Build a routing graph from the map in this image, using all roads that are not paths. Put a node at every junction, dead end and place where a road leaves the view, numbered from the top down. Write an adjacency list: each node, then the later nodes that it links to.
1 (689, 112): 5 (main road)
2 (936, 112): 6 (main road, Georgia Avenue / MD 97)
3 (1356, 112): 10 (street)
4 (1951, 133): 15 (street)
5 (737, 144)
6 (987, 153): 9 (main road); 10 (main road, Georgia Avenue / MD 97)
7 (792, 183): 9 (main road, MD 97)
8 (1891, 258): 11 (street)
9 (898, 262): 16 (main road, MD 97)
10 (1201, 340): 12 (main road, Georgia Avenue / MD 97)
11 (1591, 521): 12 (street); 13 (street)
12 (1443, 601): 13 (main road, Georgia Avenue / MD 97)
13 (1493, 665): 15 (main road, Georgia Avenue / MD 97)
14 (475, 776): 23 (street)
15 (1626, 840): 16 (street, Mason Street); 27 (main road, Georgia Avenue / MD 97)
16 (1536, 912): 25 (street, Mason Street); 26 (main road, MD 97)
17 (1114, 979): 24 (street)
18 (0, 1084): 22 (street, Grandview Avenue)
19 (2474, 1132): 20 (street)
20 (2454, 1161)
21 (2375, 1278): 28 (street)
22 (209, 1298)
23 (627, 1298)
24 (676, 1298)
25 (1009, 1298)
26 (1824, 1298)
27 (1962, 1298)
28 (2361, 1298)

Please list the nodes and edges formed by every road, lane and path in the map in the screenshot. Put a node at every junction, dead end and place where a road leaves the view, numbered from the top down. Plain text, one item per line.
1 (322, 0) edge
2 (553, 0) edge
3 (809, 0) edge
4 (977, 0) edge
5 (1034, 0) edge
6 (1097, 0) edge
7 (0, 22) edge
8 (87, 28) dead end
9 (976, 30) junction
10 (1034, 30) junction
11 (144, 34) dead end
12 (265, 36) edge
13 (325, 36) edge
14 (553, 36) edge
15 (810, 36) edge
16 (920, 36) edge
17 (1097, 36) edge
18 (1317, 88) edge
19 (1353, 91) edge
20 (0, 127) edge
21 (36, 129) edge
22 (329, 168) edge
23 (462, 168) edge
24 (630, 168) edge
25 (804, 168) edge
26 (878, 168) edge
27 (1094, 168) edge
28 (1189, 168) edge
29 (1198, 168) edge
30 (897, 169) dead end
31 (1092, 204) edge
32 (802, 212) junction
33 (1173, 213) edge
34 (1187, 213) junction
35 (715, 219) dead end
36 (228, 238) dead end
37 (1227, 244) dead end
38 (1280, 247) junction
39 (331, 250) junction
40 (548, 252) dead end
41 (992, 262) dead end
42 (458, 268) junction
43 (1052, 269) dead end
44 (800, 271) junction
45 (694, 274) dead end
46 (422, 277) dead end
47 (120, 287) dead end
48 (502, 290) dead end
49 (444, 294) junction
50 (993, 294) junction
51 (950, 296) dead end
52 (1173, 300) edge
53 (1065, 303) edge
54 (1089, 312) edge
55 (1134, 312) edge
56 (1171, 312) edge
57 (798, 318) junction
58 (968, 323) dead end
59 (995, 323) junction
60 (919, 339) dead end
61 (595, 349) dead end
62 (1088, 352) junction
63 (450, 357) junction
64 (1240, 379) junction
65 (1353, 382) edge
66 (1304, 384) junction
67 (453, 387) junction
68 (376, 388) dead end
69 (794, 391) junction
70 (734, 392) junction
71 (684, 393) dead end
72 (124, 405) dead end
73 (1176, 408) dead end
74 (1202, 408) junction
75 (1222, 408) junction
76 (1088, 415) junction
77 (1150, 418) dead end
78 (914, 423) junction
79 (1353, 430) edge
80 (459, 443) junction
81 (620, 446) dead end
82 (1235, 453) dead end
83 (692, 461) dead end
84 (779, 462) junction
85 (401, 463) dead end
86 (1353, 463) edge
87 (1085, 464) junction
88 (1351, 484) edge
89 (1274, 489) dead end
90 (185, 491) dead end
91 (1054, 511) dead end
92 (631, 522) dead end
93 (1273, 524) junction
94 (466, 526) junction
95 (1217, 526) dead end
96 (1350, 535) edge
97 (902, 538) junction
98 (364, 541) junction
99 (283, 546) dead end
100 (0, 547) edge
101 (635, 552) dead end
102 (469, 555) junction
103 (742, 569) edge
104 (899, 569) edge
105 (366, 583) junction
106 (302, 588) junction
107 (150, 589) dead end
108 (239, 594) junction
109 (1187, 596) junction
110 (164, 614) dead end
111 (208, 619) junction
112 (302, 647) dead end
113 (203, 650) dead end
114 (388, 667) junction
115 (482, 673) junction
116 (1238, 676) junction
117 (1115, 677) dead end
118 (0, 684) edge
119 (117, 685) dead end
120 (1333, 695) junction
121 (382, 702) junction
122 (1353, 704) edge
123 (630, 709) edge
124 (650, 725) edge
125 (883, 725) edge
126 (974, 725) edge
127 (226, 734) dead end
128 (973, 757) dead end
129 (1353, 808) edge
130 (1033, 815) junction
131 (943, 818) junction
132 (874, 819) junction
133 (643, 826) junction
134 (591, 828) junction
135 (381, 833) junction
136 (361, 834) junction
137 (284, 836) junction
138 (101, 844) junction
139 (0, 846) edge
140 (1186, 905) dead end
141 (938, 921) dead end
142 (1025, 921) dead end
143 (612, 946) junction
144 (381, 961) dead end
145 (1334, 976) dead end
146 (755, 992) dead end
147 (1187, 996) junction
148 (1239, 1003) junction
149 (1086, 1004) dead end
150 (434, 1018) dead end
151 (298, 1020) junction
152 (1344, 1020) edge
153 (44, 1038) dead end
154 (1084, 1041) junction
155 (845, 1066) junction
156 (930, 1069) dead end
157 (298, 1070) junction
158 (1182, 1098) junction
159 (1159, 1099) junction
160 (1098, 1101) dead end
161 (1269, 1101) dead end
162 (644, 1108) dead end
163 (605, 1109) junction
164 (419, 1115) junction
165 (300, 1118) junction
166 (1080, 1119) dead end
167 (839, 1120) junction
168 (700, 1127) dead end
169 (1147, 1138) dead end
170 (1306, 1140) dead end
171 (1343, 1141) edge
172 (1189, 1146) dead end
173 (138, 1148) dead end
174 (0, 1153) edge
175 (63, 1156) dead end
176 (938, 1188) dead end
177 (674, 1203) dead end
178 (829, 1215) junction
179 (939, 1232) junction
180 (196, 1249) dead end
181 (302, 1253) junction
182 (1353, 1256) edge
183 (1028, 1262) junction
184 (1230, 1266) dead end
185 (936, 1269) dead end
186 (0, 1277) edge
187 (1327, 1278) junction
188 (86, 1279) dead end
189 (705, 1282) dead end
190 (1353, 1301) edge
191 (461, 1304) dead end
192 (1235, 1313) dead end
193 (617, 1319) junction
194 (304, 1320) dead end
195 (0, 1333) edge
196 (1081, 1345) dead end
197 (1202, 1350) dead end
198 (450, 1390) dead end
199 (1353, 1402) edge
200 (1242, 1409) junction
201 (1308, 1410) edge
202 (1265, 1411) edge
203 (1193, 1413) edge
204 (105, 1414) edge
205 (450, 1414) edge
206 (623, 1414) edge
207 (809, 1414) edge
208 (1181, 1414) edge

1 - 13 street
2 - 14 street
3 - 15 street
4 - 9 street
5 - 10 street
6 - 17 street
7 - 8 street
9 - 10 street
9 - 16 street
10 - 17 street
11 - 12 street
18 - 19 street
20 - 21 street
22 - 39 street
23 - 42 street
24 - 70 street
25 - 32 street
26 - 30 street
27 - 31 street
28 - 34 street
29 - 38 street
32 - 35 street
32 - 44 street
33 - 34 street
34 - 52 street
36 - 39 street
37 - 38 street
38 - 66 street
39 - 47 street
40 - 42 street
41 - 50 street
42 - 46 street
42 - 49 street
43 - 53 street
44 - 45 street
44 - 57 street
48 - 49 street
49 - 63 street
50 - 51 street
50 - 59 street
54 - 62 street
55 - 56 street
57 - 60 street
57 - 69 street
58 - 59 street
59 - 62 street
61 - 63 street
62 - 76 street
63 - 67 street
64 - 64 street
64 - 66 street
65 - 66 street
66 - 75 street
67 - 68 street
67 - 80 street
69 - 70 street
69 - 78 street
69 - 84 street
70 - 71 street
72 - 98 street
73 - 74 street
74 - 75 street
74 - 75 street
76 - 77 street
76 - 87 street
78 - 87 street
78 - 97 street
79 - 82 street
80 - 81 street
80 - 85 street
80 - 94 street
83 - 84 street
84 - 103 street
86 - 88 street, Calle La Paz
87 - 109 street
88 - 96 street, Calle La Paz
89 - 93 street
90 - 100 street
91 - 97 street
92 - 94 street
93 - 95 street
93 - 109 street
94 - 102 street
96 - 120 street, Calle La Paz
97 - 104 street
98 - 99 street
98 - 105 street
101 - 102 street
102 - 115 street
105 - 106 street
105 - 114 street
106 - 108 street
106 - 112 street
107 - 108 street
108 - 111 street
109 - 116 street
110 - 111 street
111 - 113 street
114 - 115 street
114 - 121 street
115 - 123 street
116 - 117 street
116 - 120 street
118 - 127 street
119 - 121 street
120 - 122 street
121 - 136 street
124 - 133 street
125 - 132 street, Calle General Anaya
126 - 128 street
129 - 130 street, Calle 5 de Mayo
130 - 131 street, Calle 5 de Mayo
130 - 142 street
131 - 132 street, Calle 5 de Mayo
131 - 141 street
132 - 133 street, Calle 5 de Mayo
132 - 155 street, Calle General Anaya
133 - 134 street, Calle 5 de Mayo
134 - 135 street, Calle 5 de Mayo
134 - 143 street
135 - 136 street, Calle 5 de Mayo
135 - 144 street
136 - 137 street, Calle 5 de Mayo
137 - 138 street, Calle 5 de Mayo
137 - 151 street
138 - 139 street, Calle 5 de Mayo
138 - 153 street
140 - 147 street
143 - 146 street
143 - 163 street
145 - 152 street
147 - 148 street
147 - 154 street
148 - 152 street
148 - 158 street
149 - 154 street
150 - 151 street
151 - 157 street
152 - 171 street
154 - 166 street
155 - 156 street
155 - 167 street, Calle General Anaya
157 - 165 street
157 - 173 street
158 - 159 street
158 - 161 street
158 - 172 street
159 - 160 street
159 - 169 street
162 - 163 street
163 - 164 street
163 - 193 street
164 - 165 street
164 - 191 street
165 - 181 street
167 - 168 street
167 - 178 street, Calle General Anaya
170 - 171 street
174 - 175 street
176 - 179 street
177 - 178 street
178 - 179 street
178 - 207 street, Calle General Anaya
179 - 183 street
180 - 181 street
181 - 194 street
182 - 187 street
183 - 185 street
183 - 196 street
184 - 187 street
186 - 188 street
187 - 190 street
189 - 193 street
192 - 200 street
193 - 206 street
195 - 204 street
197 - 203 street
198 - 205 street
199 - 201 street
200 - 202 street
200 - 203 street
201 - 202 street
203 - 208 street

■ ■ ■ ■ ■

▸ Instructions to follow
In the lines above, find the word "where" and copy every line it occurs in.

▸ Answer area
Build a routing graph from the map in this image, using all roads that are not paths. Put a node at every junction, dead end and place where a road leaves the view, numbered from the top down. Write an adjacency list: each node, then the later nodes that it links to.
Please list the nodes and edges formed by every road, lane and path in the map in the screenshot. Put a node at every junction, dead end and place where a road leaves the view, numbered from the top down. Plain text, one item per line.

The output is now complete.